Lars wrote:If jungles would have more monsters in them at night, they would definitely be something you would never EVER want to wander into at nighttime. Not even with armor on. You have to jump and climb constantly, and you're slowed down immensely from walking on leaves all the time. I think it would actually be awesome if spawnrates in jungles would be higher. That would certainly force me to build some walls in my current world. =)

Also, I will try out the whole nomad phase. I've played as a nomad before, but that was a long while ago and before I had discovered BTW. I really liked the playstyle, even though there were only disadvantages to it then. Now you're forced to adapt this playstyle. It's awesome ^^
One of the issues I've always run into with Jungles is that the treeline obscures the sunlight which means that skeletons and zombies that spawn in the jungle at night have a good chance of remaining during the day.

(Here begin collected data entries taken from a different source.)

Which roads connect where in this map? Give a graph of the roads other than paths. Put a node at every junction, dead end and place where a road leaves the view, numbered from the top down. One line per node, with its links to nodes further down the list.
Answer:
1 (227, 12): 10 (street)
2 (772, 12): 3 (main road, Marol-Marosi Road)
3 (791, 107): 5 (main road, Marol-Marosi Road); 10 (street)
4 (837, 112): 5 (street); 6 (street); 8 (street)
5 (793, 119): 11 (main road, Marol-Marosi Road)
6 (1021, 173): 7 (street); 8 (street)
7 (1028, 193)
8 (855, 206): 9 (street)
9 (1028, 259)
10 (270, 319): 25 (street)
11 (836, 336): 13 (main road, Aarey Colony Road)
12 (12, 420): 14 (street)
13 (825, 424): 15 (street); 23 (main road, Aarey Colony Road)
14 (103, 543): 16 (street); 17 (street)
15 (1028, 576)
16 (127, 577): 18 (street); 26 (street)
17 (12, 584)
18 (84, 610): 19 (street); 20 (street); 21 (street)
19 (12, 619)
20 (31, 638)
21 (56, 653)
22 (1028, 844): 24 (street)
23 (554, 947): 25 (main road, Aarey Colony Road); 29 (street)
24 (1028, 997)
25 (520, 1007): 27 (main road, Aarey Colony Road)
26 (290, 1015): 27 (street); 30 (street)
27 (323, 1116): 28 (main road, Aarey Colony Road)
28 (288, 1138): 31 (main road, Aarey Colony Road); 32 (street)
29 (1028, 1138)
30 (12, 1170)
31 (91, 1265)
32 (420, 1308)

But yeah, I think jungle would be one of the hardest zones to start in if there isn't a beach/ocean near by.
Six
Posts: 599
Joined: Sat Jun 02, 2012 6:27 am

Re: Becoming an effective Nomad

Post by Six »

Lars wrote:If jungles would have more monsters in them at night, they would definitely be something you would never EVER want to wander into at nighttime. Not even with armor on. You have to jump and climb constantly, and you're slowed down immensely from walking on leaves all the time. I think it would actually be awesome if spawnrates in jungles would be higher. That would certainly force me to build some walls in my current world. =)^
In running around a whole bunch through many biomes, I've actually come to the conclusion that the most dangerous overworld biome at night, is a plain old Forest. Low visibility at eye level, lots of viable mob spawn spots and a bits where you get blocked in by leaves. Plus the fact that you wouldn't expect it to be dangerous, so are more likely to run in stupidly.
User avatar
Shengji
Posts: 638
Joined: Sun Jul 10, 2011 8:35 pm

Re: Becoming an effective Nomad

Post by Shengji »

Six wrote:
In running around a whole bunch through many biomes, I've actually come to the conclusion that the most dangerous overworld biome at night, is a plain old Forest. Low visibility at eye level, lots of viable mob spawn spots and a bits where you get blocked in by leaves. Plus the fact that you wouldn't expect it to be dangerous, so are more likely to run in stupidly.
When I used to run my plugin which let trees spawn saplings and those saplings plant themselves, forest biomes became no-go regions. They were dark enough to allow spawns through the day, twisted and difficult to navigate in because you had no hope of maintaining a constant heading. Plenty of trees would make steps up to the canopy and the trees would push right up against any walls you had, which meant the creepers could walk right over your walls!
7 months, 37 different border checks and counting.
User avatar
Sarudak
Site Admin
Posts: 2786
Joined: Thu Nov 24, 2011 7:59 pm

Re: Becoming an effective Nomad

Post by Sarudak »

Shengji wrote: When I used to run my plugin which let trees spawn saplings and those saplings plant themselves, forest biomes became no-go regions. They were dark enough to allow spawns through the day, twisted and difficult to navigate in because you had no hope of maintaining a constant heading. Plenty of trees would make steps up to the canopy and the trees would push right up against any walls you had, which meant the creepers could walk right over your walls!
That sounds obnoxious... Kill it with fire?